Reproduce the listing that follows in full. Omit its images.

*** Supplied material ***

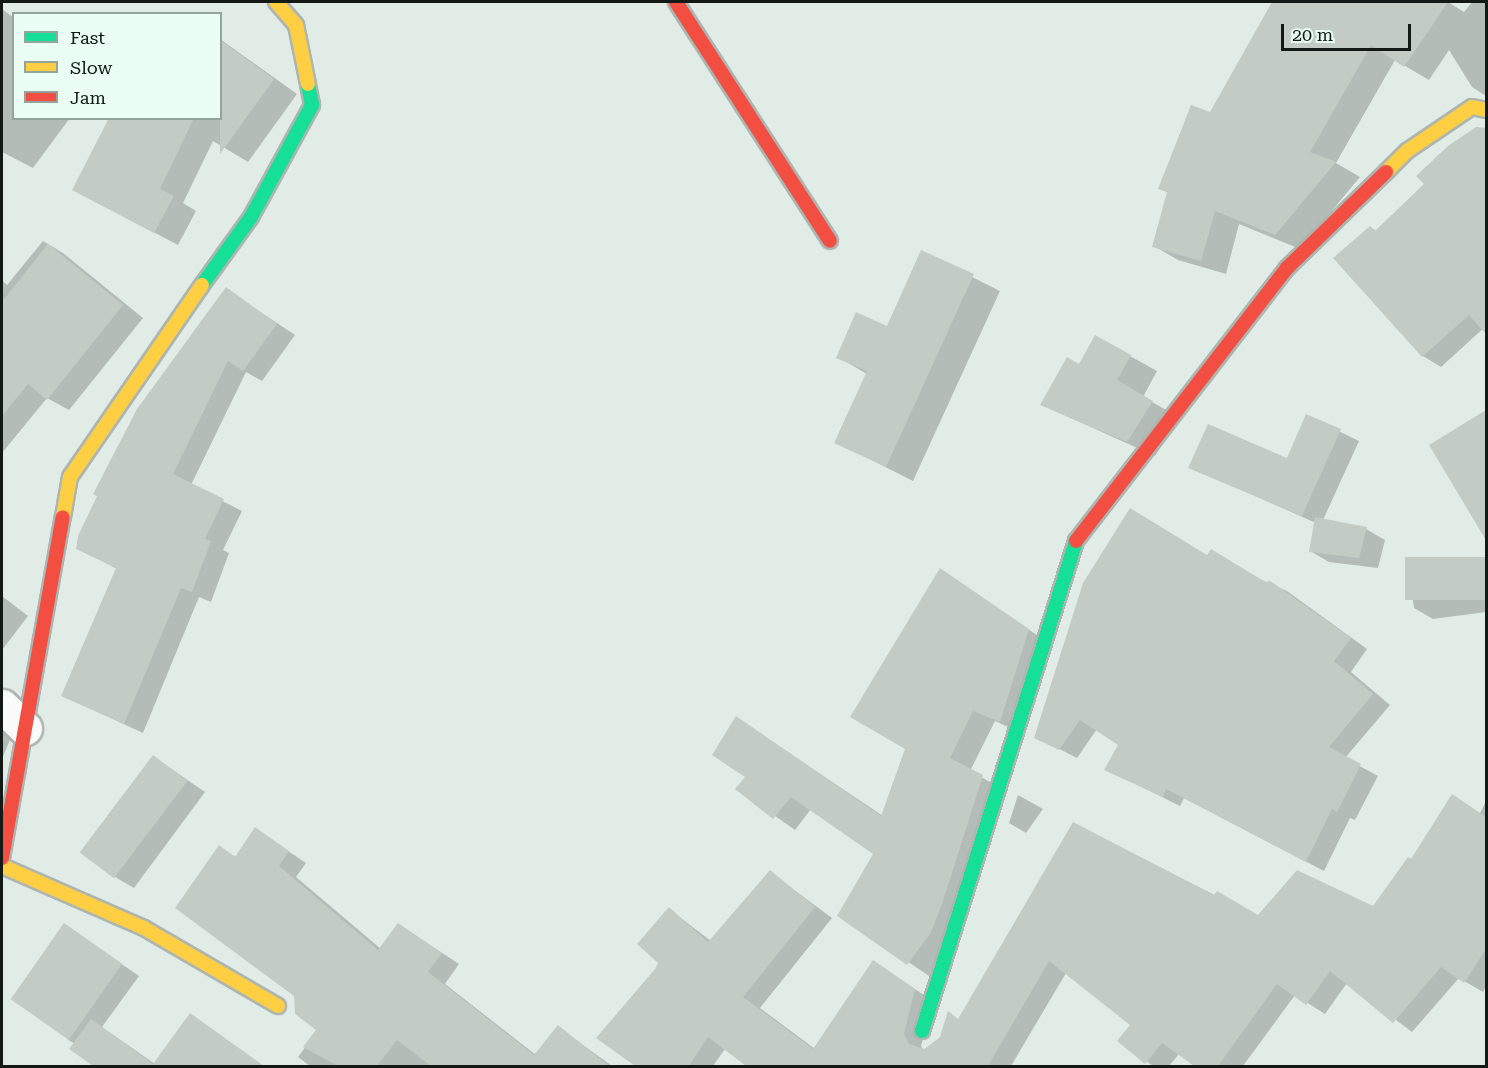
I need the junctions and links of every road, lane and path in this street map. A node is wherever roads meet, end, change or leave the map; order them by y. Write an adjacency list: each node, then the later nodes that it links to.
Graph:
1 (276, 2): 5 (street)
2 (676, 2): 4 (street)
3 (1486, 110): 9 (street)
4 (830, 241)
5 (13, 717): 6 (street)
6 (2, 858)
7 (2, 866): 8 (street)
8 (278, 1006)
9 (922, 1031)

*** End of Supplied material ***

* Answer to this problem:
I need the junctions and links of every road, lane and path in this street map. A node is wherever roads meet, end, change or leave the map; order them by y. Write an adjacency list: each node, then the later nodes that it links to.
Graph:
1 (276, 2): 5 (street)
2 (676, 2): 4 (street)
3 (1486, 110): 9 (street)
4 (830, 241)
5 (13, 717): 6 (street)
6 (2, 858)
7 (2, 866): 8 (street)
8 (278, 1006)
9 (922, 1031)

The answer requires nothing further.